Overview
Awesome class. I find myself looking at options to rework my class plan to take prof. wilson's other course in game design.
- fun if you enjoy thinking about game dev internals
- straightforward
- light workload
- good lecture content
AI4R, ML4T, AI make the cs portions of this class a cake walk.
Context
I am a SWE with 15+ years experience. I worked in unity before for a personal project. Ive taking the following courses in order of subjective difficulty:
ML4T < HCI < AI4R < DVA < AI ~ CP
Lectures
- The pdf slide notes are pretty sparse. I heard some ppl used TTS to extract voiceover, these would be better and more searchable for exams. I didnt find it necessary.
- slow voiceover, even at 2x
- Content was relevant and well structured. Topics were layered effectively.
Due to the low information density (From slow talking) and the effective lesson structuring, i found i absorbed the content reliably.
There are quite a few lectures.
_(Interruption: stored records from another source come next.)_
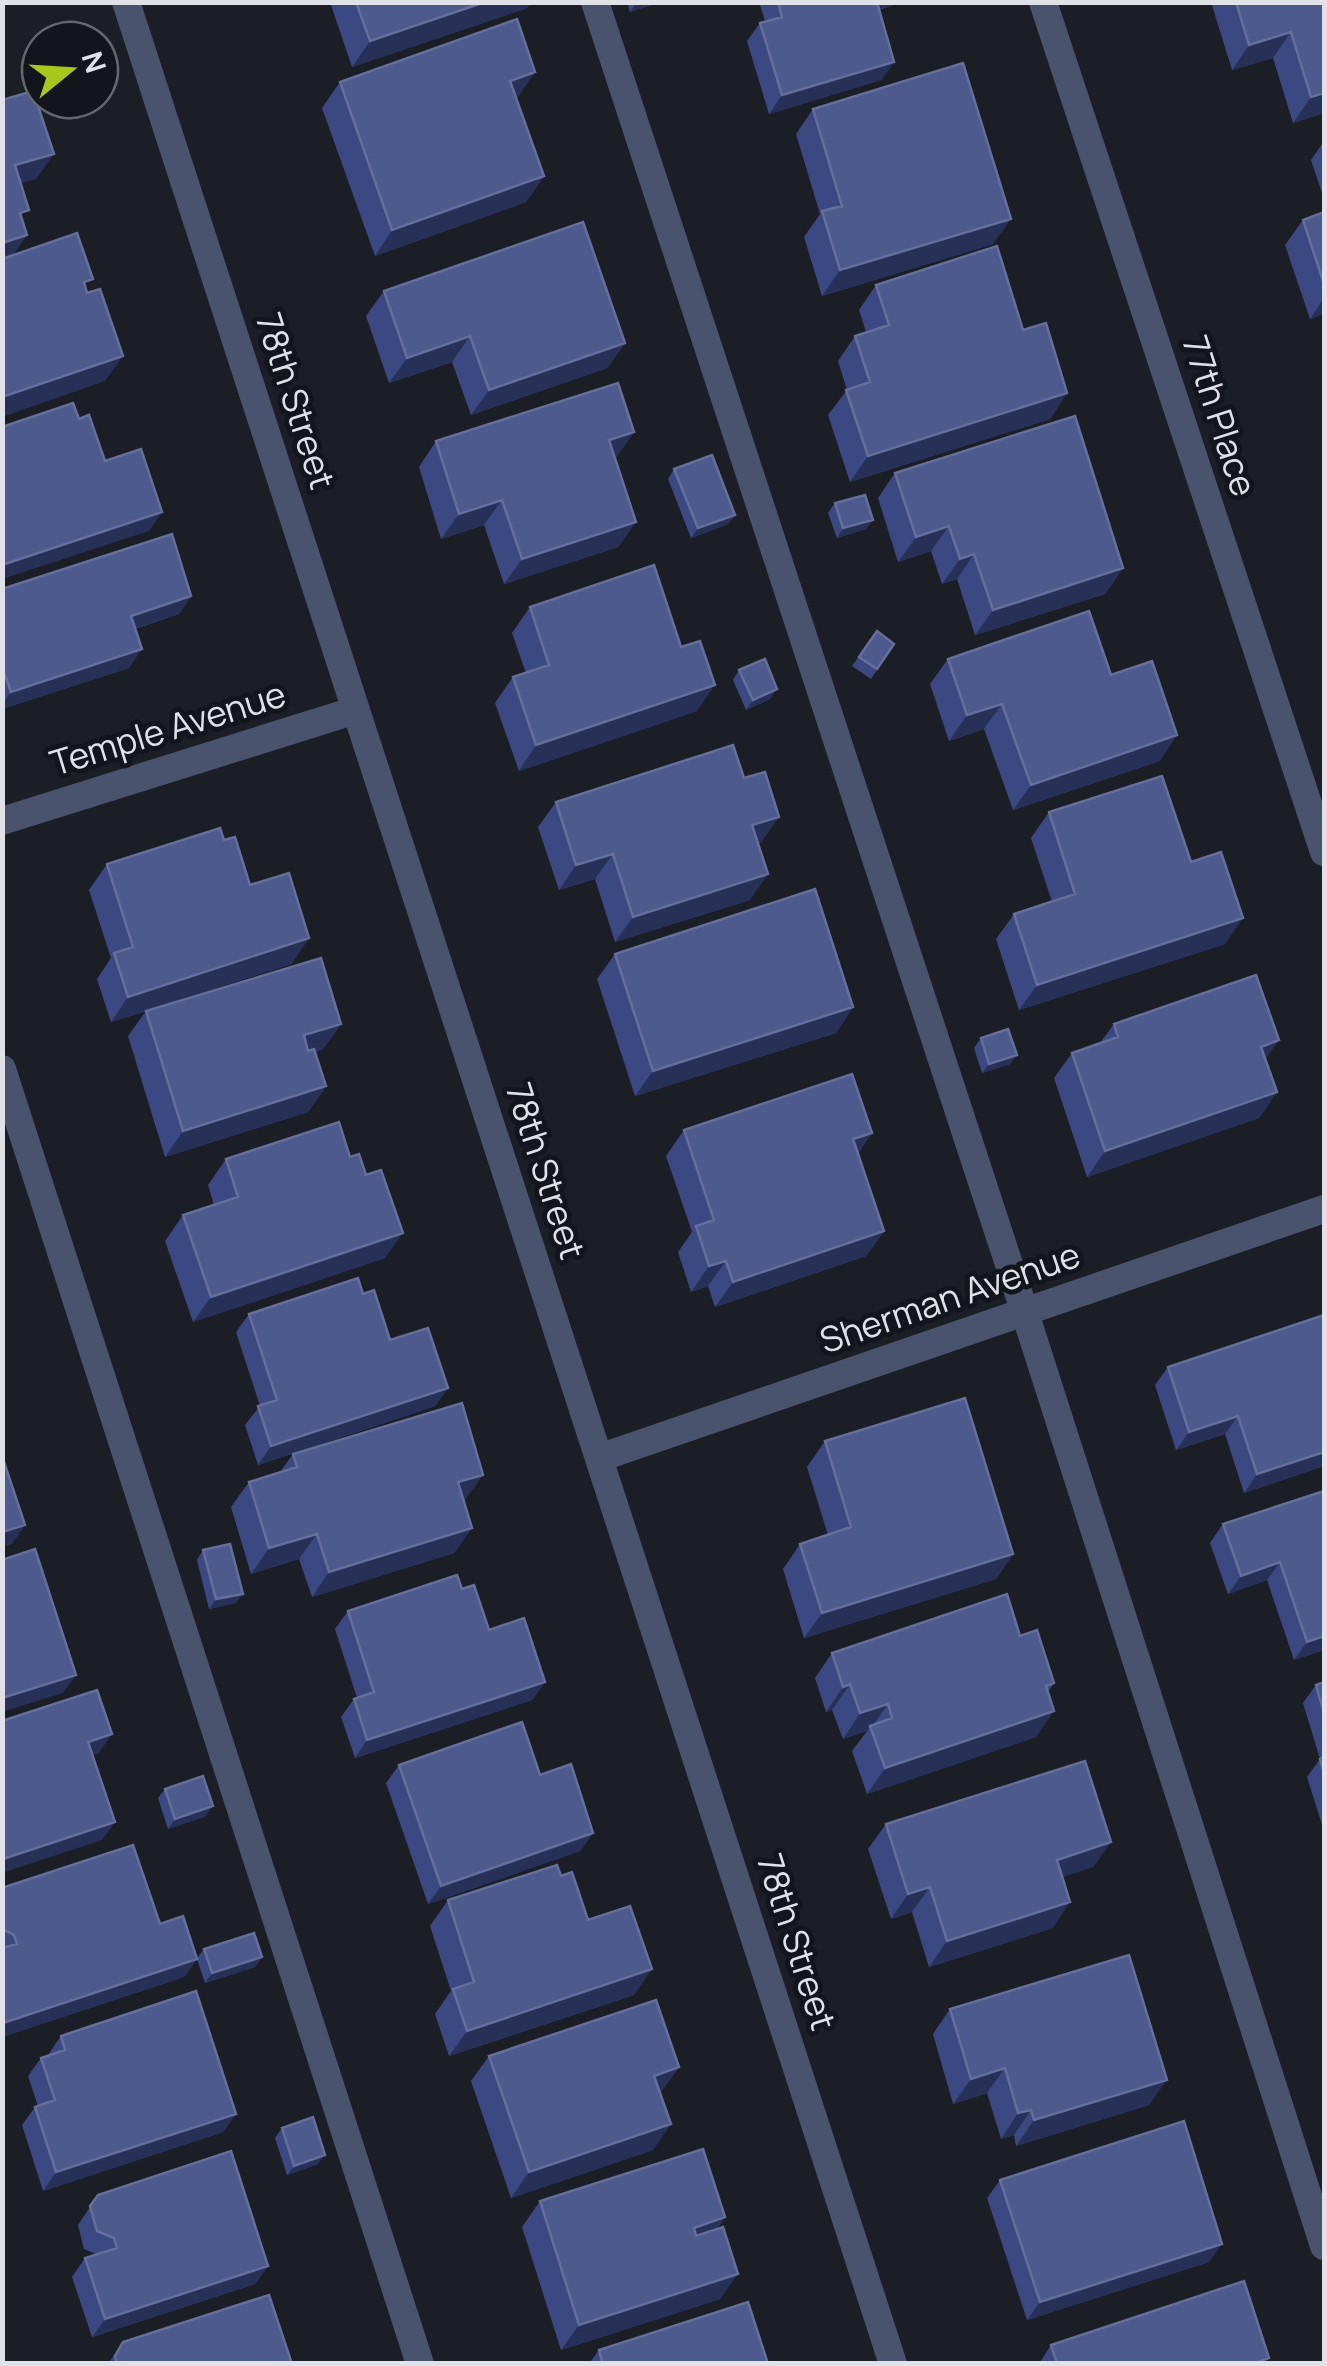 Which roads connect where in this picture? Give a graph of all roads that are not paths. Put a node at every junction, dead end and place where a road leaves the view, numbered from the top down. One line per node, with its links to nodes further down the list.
1 (126, 2): 4 (street, 78th Street)
2 (595, 2): 9 (street)
3 (1043, 2): 6 (street, 77th Place)
4 (356, 710): 5 (street, Temple Avenue); 10 (street, 78th Street)
5 (2, 821)
6 (1324, 852)
7 (2, 1069): 12 (street)
8 (1324, 1209): 9 (street, Sherman Avenue)
9 (1025, 1313): 10 (street, Sherman Avenue); 11 (street)
10 (599, 1458): 13 (street, 78th Street)
11 (1324, 2246)
12 (420, 2364)
13 (893, 2364)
I would watch these while doing errands or working out, taking time to pause and rewatch when hearing something interesting. Topics were not exceedingly complex, and the explanations were thorough and slow paced.
Assignments
There were 7 assignments for summer quarter. Syllabus indicates 6-8. All assignments are available on public github, but they are tweaked and officially published as the quarter progresses.
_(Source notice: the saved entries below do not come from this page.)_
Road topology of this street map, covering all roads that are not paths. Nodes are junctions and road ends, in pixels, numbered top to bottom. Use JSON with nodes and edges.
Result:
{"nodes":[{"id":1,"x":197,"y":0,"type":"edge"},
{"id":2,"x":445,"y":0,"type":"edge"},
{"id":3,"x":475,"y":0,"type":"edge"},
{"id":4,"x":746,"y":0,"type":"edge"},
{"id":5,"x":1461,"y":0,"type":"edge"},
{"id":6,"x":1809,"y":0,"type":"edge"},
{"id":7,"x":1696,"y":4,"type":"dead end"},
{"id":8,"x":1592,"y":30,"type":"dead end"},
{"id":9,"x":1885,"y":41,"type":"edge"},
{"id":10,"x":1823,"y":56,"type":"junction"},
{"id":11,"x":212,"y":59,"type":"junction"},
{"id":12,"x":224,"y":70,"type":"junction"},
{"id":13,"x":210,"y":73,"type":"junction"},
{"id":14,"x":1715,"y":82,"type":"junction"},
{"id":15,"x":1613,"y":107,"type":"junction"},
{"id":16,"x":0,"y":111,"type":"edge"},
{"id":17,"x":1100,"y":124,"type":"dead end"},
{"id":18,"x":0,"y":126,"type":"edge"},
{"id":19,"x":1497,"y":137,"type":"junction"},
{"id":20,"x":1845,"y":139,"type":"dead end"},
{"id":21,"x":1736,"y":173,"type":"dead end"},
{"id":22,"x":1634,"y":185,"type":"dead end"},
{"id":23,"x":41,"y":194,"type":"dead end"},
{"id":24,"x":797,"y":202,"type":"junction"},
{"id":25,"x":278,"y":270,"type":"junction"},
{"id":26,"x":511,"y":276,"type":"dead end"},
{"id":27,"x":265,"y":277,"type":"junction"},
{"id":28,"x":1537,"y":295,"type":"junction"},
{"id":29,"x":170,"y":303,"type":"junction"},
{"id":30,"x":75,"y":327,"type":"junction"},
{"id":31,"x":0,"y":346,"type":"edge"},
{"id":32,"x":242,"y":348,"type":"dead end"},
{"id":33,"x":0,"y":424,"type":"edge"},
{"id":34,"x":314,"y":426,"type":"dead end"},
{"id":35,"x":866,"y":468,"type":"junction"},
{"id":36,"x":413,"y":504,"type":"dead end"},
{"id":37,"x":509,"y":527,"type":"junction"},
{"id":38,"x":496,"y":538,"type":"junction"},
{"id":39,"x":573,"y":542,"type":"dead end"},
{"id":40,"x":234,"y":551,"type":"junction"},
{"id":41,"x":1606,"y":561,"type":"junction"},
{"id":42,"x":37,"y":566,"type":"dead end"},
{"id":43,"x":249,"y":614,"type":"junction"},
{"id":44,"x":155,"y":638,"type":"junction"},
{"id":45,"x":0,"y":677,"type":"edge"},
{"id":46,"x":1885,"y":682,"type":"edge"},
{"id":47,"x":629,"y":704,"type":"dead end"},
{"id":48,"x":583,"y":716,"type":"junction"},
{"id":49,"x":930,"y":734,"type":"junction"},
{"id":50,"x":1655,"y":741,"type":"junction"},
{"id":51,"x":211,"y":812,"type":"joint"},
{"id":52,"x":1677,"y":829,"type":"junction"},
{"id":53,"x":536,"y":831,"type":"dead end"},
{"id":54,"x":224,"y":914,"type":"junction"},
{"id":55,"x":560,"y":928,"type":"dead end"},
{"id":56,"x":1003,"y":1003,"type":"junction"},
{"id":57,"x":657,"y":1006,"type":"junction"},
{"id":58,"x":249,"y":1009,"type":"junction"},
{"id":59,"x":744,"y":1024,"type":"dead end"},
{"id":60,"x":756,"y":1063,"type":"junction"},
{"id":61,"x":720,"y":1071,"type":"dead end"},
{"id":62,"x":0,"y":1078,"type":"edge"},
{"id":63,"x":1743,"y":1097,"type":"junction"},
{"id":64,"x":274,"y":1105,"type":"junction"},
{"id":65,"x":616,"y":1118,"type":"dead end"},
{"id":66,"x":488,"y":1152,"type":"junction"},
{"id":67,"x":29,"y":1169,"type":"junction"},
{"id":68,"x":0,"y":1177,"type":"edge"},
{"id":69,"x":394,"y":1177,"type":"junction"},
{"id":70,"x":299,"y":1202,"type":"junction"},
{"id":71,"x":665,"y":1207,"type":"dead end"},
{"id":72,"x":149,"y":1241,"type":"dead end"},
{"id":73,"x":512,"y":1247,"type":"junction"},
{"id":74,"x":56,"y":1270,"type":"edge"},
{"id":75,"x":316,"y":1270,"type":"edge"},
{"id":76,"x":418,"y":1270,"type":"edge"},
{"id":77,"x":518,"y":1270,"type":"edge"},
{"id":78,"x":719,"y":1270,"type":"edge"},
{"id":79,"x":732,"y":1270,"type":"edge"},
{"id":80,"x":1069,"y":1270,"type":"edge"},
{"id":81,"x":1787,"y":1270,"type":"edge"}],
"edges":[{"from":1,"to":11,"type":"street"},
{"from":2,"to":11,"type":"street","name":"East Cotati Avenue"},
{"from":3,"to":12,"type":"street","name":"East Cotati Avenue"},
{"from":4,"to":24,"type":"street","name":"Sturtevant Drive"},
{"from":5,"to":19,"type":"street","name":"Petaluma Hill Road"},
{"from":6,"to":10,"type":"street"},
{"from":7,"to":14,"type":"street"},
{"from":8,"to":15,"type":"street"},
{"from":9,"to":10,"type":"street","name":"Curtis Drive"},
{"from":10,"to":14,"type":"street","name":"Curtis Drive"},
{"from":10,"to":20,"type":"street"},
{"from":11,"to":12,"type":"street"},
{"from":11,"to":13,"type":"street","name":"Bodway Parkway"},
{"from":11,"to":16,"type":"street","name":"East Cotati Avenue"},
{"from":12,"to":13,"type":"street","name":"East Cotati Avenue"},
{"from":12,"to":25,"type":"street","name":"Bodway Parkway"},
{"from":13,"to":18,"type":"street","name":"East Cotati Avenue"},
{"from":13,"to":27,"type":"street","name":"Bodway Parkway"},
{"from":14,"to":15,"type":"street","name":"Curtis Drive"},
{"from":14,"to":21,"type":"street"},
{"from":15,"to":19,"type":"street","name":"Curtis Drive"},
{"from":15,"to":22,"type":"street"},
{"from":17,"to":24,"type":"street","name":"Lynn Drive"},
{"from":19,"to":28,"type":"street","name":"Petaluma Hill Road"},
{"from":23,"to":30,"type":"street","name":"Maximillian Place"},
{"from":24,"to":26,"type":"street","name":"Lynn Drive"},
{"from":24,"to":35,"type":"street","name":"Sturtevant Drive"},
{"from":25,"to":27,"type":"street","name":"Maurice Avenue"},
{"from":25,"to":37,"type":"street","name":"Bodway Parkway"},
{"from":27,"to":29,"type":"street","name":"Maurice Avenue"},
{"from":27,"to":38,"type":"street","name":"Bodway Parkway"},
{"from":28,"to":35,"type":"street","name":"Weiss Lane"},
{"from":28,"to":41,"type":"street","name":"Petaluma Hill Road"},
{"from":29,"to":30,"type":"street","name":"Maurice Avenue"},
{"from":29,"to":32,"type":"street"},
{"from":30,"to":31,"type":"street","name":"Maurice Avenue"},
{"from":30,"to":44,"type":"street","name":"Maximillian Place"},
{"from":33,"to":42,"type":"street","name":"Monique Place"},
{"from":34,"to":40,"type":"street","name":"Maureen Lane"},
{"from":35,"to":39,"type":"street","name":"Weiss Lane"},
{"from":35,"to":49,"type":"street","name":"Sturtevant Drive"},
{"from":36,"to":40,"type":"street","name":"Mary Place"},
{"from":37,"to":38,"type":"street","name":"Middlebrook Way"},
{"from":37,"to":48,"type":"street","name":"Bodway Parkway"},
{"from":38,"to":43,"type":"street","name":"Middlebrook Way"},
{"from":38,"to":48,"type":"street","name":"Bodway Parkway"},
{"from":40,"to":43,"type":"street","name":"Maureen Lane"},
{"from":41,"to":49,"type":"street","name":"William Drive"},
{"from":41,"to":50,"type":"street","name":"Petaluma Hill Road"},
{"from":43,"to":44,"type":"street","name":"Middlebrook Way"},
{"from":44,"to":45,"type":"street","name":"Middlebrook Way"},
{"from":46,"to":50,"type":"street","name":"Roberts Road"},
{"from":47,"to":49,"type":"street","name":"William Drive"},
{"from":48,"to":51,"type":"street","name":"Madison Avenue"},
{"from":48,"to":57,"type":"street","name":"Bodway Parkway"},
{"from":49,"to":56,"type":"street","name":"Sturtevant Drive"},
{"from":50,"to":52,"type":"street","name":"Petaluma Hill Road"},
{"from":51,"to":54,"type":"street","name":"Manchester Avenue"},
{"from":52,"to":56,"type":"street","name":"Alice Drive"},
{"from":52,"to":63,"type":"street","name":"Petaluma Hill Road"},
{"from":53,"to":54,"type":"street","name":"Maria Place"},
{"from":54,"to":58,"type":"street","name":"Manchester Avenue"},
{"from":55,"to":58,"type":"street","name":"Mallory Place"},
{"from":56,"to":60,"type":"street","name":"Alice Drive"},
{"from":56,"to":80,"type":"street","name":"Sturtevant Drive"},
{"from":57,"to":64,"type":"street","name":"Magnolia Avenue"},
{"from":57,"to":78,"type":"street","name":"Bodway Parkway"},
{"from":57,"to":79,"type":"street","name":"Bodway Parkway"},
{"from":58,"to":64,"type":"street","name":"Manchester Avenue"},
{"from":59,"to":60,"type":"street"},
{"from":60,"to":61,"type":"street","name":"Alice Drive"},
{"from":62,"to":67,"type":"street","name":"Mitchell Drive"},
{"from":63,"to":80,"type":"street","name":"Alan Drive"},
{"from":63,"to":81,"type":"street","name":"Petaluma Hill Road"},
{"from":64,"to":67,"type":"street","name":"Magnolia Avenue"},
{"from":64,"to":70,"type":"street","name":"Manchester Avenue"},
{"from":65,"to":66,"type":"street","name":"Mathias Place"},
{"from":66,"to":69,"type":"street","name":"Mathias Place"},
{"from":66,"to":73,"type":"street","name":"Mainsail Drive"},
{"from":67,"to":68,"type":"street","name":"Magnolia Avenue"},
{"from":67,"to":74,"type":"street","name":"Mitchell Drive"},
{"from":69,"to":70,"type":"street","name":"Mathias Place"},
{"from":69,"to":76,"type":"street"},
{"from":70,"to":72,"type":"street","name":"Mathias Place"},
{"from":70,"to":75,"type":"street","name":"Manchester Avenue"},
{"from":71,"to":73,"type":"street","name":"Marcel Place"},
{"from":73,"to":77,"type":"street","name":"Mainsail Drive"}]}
In general, a lot of scaffolding in these assignments is provided. Think more along the lines of AI4R vs AI/ML. like chedcode. If you can view the github repo you can see what i mean, but in general the assignments are "runnable" out of the box with obvious flaws and gaps that you can fill in piecemeal with the contents of lectures.
It is spoon feedy.
Personally it was a welcome change from "heres a set of papers, go replicate the results and deploy a working program and oh also write a paper" (comp photo, AI).
I enjoyed getting direct, actionable responses to my questions vs "go re-read these 4 papers and think about why you are not getting a good result". In other classes I have unresolved mental trauma from spending 20 hours writing and rewriting 3 way astar search because i misordered 2 lines in my heapq wrapper. i hardly consider that a learning experience.
One thing that i disliked was the lack of auto grader. In assignment 1 i was mixing one boundary condition check, and even though my algorithm (due to defensive coding) managed to find the proper path reliably, i was dinged 30% credit because the unit test failed. There is no repeatable gradescope type thing, so this was my grade for that first submission.
You get a regrade opp for 50% credit, and luckly for me for assignment 1 you get regrade for full credit. But because of this grading infrastructure, there is very little room for error.
On the flip side, the assignments are very clear, the documentation is very good, and if you fail these assignments after the regrade, you truly earned that F. the unit test outputs make it easy to reverse engineer the unit test criteria, and then they are useful for finding your bugs.
The latter assignments are really fun.
Its easy to get "good enough" ai to get full marks, but i put in 20+ extra hours on each assignment just for fun to see if i can make my dodgeball minions coordinate better, or make my car faster.
I found the assignments rewarding because there is immediate visual feedback for when your algorithm starts clicking and working. When my minions starting pegging the enemy reliably for dodgeball, or when my car would stay on course, it felt like you accomplished something, even if it was just incremental to the assignment at hand.
Exams
I crammed for these by watching all the videos over the week prior. Its open book. Open notes. 3 hour time limit. I finished both in ~40 minutes and got 88 on midterm and 82 on final. There is enough time that if you really wanted to, you could probably get a 100% by rewatching the videos while the exam is going. But my assignments were high enough that i was set for an A anyways.
The wording on the questions can be confusing, but it doesnt feel "malicious". The wording is confusing because a lot of the questions rely on setting up preconditions which are difficult to verbalize without "seeing" a game in action. They are not confusing because they are trying to be clever and trap you into the wrong answer. Regardless, i still had some wtf i knew that moments when reviewing my exam scores. but given how easy it is to ace the assignments i think it balances out overall.
There was talk of a curve if results were poor, but i dont believe summer was curved.